Based on other people's comments and my experience with collectives I'll bet that they went through a pretty intense process to fire this person. If they were paying staff time to go through the process it was probably also expensive. I don't know the details about how this person was fired. For all I know it was for a totally fucked up reason. If that is the case the fired worker has recourse and *should* be able to get benefits on appeal. But if the worker was fired for good reasons and the coop's process was followed I think it's unfair for that person to harm the coop and benefit themselves. After all, if there were good reasons for the firing, the person was already getting paid while they were dragging the organization down. This is harsh I realize. I'd like to hear what happened from people who were directly involved.

. 17.Jul.2006 10:57


"as far as the unemployment issue-- i do not know enough about unemployment law to be able to respond. i wonder if the contesting of his firing was something people's did or is some bureacratic or legalistic issue from the state of oregon. we all need more info to be able to answer that."

Peoples is specifically contesting it.

Come on people 17.Jul.2006 13:31

Get It Together

Come on people.
Lets not drag this on anymore.
The collective at People's worked within the scope of their duties-they fired a co-worker.
If you have a problem with this firing, or the way the coop is run in general, then get involved and do something practical to change things.
If you are not willing to do that, then the only other intelligent option is to trust in the system that we have helped build and quit slandering our coop's name.
To continue this she-said, he-said business is tiresome and gossip-y, and I would hope beneath us all.

Hello 17.Jul.2006 18:41

Get it Together

this newswire item was specifically "pulled" away from Kollibri's simply to start a dialogue of what is and isn't working at People's because some issues other than the firing were brought up. it was meant to encourage people to get more actively involved. there is no shame in that.

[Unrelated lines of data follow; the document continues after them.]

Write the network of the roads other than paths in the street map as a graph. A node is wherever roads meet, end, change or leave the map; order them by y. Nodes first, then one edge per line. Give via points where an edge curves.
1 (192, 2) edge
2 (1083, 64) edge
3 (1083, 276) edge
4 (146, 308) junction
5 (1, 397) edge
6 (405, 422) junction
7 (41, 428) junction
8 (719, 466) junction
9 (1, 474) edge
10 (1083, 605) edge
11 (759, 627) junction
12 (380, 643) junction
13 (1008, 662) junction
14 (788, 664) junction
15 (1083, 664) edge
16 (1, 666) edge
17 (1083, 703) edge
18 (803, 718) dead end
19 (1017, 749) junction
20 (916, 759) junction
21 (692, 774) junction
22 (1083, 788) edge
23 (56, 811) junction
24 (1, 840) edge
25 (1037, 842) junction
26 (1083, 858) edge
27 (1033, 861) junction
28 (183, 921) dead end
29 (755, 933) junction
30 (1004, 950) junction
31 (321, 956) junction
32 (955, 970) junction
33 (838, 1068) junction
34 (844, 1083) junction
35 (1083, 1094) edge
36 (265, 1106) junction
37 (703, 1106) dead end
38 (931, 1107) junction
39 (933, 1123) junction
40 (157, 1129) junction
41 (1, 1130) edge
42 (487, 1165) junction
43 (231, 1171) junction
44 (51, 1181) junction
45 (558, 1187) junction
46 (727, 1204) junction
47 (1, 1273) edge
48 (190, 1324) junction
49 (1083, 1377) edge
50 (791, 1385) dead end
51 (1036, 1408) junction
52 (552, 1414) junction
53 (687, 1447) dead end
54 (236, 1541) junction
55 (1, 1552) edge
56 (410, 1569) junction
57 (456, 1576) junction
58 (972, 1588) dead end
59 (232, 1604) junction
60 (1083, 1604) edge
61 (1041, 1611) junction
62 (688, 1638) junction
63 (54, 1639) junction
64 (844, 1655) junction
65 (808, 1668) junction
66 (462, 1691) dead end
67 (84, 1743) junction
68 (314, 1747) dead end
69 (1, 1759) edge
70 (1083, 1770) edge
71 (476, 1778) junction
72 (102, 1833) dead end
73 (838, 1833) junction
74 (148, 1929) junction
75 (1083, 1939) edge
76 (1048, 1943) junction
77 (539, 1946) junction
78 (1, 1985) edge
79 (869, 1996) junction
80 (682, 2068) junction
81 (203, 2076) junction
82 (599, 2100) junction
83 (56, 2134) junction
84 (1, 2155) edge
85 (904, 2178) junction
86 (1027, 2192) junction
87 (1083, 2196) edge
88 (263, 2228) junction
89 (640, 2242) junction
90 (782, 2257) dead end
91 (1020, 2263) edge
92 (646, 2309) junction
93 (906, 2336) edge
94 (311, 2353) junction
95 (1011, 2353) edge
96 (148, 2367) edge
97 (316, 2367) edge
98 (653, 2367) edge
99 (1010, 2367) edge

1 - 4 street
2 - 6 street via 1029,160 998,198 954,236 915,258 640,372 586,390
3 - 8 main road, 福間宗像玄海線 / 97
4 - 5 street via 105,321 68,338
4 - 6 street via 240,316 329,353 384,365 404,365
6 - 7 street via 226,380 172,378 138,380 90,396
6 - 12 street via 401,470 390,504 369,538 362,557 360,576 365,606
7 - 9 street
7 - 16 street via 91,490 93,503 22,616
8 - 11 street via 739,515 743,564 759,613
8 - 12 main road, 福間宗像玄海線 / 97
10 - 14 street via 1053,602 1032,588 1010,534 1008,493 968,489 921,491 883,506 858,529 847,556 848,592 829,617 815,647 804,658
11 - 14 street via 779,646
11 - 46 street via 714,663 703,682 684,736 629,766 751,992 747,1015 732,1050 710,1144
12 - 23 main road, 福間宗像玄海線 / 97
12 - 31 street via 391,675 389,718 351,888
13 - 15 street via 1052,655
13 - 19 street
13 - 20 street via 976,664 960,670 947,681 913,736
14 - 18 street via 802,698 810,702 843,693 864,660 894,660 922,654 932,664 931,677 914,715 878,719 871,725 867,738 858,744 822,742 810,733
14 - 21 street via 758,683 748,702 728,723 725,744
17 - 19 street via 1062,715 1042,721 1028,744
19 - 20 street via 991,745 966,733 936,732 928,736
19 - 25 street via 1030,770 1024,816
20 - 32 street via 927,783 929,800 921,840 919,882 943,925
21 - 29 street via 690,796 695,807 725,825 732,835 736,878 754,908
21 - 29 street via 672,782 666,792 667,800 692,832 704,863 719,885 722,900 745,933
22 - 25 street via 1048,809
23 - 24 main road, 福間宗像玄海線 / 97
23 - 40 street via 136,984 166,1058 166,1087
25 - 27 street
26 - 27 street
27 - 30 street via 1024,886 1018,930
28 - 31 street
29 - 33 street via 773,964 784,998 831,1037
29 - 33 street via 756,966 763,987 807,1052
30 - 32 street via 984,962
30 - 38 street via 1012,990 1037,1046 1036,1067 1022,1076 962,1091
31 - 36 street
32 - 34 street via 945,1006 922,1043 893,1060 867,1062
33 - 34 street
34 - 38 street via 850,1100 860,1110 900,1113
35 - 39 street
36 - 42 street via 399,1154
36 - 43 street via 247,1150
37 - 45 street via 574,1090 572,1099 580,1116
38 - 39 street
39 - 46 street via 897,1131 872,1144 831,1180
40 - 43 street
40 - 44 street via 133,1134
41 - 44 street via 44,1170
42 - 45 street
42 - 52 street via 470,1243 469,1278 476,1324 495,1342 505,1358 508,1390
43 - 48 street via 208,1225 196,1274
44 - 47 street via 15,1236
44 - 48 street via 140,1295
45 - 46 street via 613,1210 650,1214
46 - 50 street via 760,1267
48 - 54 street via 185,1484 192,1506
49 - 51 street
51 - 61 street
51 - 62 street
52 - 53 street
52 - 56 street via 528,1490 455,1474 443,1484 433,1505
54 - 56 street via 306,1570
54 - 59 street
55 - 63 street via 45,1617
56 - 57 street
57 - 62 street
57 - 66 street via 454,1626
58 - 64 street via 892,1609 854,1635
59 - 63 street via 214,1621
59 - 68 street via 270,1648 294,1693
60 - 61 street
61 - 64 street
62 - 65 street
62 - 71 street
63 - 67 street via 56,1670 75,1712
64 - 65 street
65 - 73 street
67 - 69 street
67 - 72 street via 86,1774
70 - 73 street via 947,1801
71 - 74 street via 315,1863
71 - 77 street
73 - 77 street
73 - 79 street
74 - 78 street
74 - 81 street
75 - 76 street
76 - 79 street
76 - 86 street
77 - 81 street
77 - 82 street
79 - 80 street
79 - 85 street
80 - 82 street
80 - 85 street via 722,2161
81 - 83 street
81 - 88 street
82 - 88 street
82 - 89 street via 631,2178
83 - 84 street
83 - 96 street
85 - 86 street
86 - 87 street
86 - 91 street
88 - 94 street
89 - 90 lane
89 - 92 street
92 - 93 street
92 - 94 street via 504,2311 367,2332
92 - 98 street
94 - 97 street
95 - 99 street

Noose_papier 17.Jul.2006 22:47


My remarks are not about People's specifically. I was referring to the general trend nationally. Agree, disagree, or be offended. Or, do get involved with your coop, and find out who are behind the acronyms. Start with Google, and go from there, and design your struggle. Talk to the folks in other Coops, esp. Oly and Seattle. peace.

[ 18.Jul.2006 10:39


I think the original comment is astutely pointing towards something real that is also affecting Peoples. There is definately more industry lingo and industry model thinking going on there. The corporate model has its own mindset and to see that creeping into co-ops is, well, creepy.

For the first time, I had the feeling recently of missing the old little Peoples store. I agree with the person who posted that a small number of people are defining the soil in which discussions and decisions happen. Certain thinking patterns come in and have their own inevitable logic. As one example, that logic can result in the decision to fire someone where with other thinking patterns, other outcomes would happen.